Public housing estate in Tseung Kwan O, Hong Kong

Kin Ming Estate (健明邨) is a public housing estate in Tiu Keng Leng, Tseung Kwan O, New Territories, Hong Kong, near MTR Tiu Keng Leng station. It is the eighth public housing estate in Tseung Kwan O and consists of ten housing blocks completed in 2003.

==Background==
Kin Ming Estate was formerly the site of Tiu Keng Leng Cottage Area, an area settled by Kuomintang Army in Hong Kong after Chinese Civil War ended in 1949. After the area was demolished in 1997, a massive clearance, reclamation and redevelopment programme was carried out. The Tiu Keng Leng slope was flattened into two huge platforms to construct Kin Ming Estate and Choi Ming Court on the reclaimed land afterwards.
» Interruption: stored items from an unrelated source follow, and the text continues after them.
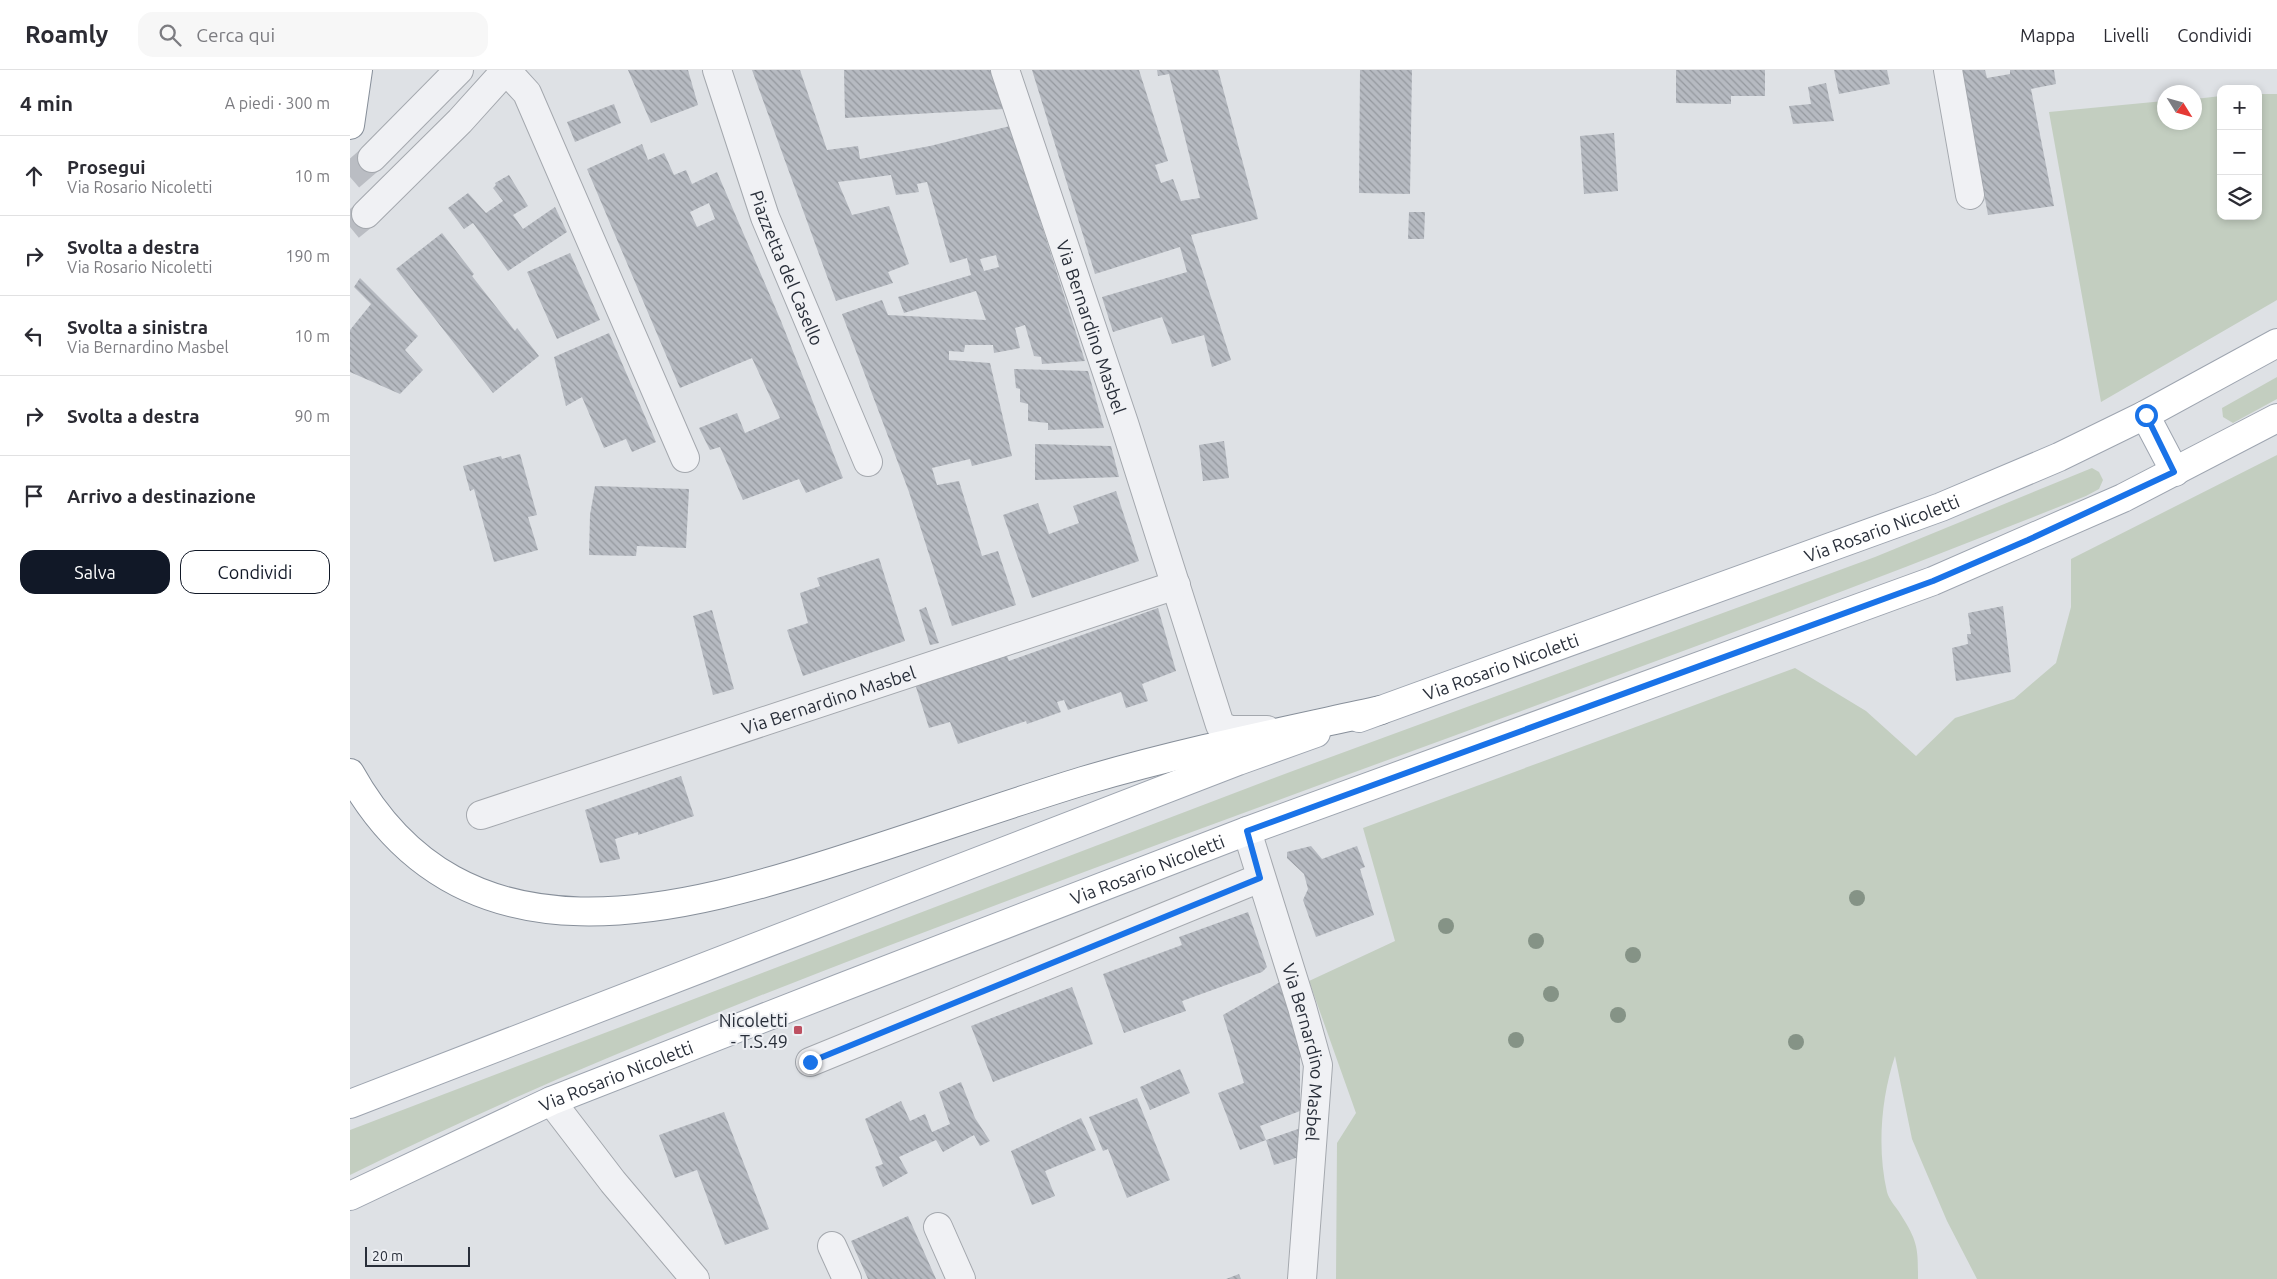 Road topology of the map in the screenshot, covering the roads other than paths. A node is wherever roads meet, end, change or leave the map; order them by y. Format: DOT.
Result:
graph roads {
  1 [pos="358,70"];
  2 [pos="459,70"];
  3 [pos="717,70"];
  4 [pos="1005,70"];
  5 [pos="1948,70"];
  6 [pos="350,125"];
  7 [pos="372,158"];
  8 [pos="1970,195"];
  9 [pos="366,214"];
  10 [pos="2277,343"];
  11 [pos="2146,415"];
  12 [pos="2277,418"];
  13 [pos="685,458"];
  14 [pos="868,462"];
  15 [pos="2174,472"];
  16 [pos="1176,585"];
  17 [pos="1381,710"];
  18 [pos="1308,726"];
  19 [pos="350,773"];
  20 [pos="481,815"];
  21 [pos="1247,831"];
  22 [pos="1260,878"];
  23 [pos="810,1062"];
  24 [pos="551,1101"];
  25 [pos="350,1104"];
  26 [pos="350,1196"];
  27 [pos="938,1227"];
  28 [pos="832,1246"];
  29 [pos="695,1279"];
  30 [pos="847,1279"];
  31 [pos="961,1279"];
  32 [pos="1302,1279"];
  1 -- 6 [label="main road"];
  2 -- 7 [label="street"];
  3 -- 14 [label="street, Piazzetta del Casello"];
  4 -- 16 [label="street, Via Bernardino Masbel"];
  5 -- 8 [label="street"];
  9 -- 13 [label="street"];
  10 -- 11 [label="main road, Via Rosario Nicoletti"];
  11 -- 15 [label="main road"];
  11 -- 17 [label="main road, Via Rosario Nicoletti"];
  12 -- 15 [label="main road, Via Rosario Nicoletti"];
  15 -- 21 [label="main road, Via Rosario Nicoletti"];
  16 -- 18 [label="street, Via Bernardino Masbel"];
  16 -- 20 [label="street, Via Bernardino Masbel"];
  17 -- 18 [label="main road"];
  17 -- 25 [label="main road, Via Rosario Nicoletti"];
  18 -- 19 [label="main road"];
  21 -- 22 [label="street, Via Bernardino Masbel"];
  21 -- 24 [label="main road, Via Rosario Nicoletti"];
  22 -- 23 [label="street"];
  22 -- 32 [label="street, Via Bernardino Masbel"];
  24 -- 26 [label="main road, Via Rosario Nicoletti"];
  24 -- 29 [label="street"];
  27 -- 31 [label="street"];
  28 -- 30 [label="street"];
}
Kin Ming Estate was originally a HOS court called Kin Ming Court (健明苑), but it was changed to rental housing finally and renamed to the current name.

==Houses==

| Name | Chinese name | Building type | Completed |
| Kin Ching House | 健晴樓 | New Harmony I Option 7 | 2003 |
| Kin Wa House | 健華樓 |
| Kin Hei House | 健曦樓 |
| Kin Fai House | 健暉樓 | New Harmony Annex Type 5 |
| Ming Yuet House | 明月樓 |
| Ming Chau House | 明宙樓 | New Harmony 1 Option 5 |
| Ming Sing House | 明星樓 |
| Ming Wik House | 明域樓 |
| Ming Yu House | 明宇樓 |
| Ming Yat House | 明日樓 | New Harmony 1 Option 7 |

==Demographics==
According to the 2016 by-census, Kin Ming Estate had a population of 19,889. The median age was 42.8 and the majority of residents (96.7 per cent) were of Chinese ethnicity. The average household size was 2.9 people. The median monthly household income of all households (i.e. including both economically active and inactive households) was HK$21,250.

==Politics==
For the 2019 District Council election, the estate fell within two constituencies. Most of the estate falls within the Kin Ming constituency, which was represented by Leung Li until May 2021, while the remainder falls within the Choi Kin constituency, which is represented by Chan Wai-lit.